To do:
Collect all lines from the records below that include the word "text".

Extracted records:
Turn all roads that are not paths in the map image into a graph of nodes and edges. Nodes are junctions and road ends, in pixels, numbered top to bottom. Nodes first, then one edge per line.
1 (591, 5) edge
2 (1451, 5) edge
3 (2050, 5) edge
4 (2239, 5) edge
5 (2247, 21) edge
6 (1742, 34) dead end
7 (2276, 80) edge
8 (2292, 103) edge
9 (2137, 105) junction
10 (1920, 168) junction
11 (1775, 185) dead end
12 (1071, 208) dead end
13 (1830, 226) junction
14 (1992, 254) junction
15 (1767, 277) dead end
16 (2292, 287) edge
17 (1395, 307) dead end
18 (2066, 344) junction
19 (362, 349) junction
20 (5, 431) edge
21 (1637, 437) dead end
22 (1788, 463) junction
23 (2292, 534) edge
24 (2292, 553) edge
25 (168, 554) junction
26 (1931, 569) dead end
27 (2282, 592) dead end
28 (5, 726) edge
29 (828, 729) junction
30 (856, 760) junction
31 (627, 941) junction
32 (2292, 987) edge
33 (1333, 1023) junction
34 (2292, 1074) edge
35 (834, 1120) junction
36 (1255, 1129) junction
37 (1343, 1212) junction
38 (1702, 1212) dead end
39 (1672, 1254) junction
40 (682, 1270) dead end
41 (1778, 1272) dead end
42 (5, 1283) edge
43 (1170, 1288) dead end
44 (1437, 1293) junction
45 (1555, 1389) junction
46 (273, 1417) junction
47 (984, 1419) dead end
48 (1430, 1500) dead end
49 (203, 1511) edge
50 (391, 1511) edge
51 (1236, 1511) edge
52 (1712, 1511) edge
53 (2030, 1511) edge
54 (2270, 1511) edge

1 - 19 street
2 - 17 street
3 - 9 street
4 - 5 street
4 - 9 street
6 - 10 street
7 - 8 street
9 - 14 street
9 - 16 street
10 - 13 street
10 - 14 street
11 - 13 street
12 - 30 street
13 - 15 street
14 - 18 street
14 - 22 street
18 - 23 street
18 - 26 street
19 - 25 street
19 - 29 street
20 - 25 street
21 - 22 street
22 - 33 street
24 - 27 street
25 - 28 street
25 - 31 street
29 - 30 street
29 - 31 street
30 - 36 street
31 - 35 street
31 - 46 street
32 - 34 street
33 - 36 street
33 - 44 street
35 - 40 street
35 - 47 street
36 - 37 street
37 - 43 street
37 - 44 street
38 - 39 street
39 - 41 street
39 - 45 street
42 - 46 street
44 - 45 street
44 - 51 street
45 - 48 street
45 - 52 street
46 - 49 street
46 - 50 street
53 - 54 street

---

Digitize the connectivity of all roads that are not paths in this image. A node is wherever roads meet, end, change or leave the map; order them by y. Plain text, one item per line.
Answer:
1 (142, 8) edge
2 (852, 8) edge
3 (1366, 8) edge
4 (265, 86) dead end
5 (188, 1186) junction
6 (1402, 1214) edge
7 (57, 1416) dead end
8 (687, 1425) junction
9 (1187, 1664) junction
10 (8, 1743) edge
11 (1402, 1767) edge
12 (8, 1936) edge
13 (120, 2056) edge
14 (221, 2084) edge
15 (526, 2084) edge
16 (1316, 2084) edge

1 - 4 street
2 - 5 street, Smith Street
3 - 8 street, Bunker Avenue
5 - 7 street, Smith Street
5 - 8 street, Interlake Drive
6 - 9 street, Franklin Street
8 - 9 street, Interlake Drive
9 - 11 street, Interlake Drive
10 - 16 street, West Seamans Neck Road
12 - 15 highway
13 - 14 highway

...

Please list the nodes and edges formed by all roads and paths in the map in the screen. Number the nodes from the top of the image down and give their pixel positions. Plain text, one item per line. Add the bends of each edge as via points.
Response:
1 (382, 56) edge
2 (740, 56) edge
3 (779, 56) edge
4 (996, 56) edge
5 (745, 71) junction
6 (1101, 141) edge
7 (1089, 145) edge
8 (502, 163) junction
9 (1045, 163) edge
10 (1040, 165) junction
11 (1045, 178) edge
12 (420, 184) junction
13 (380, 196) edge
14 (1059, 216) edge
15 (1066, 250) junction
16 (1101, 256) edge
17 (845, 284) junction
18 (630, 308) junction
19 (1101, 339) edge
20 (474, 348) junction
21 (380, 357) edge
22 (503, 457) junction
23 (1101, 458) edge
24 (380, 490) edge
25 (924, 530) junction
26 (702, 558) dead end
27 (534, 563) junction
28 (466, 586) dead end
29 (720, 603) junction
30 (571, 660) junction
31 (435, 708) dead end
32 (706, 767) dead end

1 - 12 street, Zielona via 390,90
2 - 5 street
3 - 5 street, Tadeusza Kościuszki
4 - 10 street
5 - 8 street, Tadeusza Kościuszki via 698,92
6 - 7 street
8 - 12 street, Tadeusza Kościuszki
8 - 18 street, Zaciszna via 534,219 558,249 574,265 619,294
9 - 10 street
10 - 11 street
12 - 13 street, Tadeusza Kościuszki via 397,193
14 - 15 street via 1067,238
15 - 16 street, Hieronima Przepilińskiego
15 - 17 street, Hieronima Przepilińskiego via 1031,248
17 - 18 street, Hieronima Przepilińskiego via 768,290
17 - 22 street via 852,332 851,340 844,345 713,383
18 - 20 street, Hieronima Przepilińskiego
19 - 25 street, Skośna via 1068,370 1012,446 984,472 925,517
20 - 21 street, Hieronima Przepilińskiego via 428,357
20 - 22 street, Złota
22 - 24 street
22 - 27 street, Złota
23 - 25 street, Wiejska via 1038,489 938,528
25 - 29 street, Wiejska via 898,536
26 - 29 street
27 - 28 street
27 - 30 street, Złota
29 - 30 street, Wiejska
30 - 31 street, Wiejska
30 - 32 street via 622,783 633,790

Output of the task:
Digitize the connectivity of all roads that are not paths in this image. A node is wherever roads meet, end, change or leave the map; order them by y. Plain text, one item per line.
Please list the nodes and edges formed by all roads and paths in the map in the screen. Number the nodes from the top of the image down and give their pixel positions. Plain text, one item per line. Add the bends of each edge as via points.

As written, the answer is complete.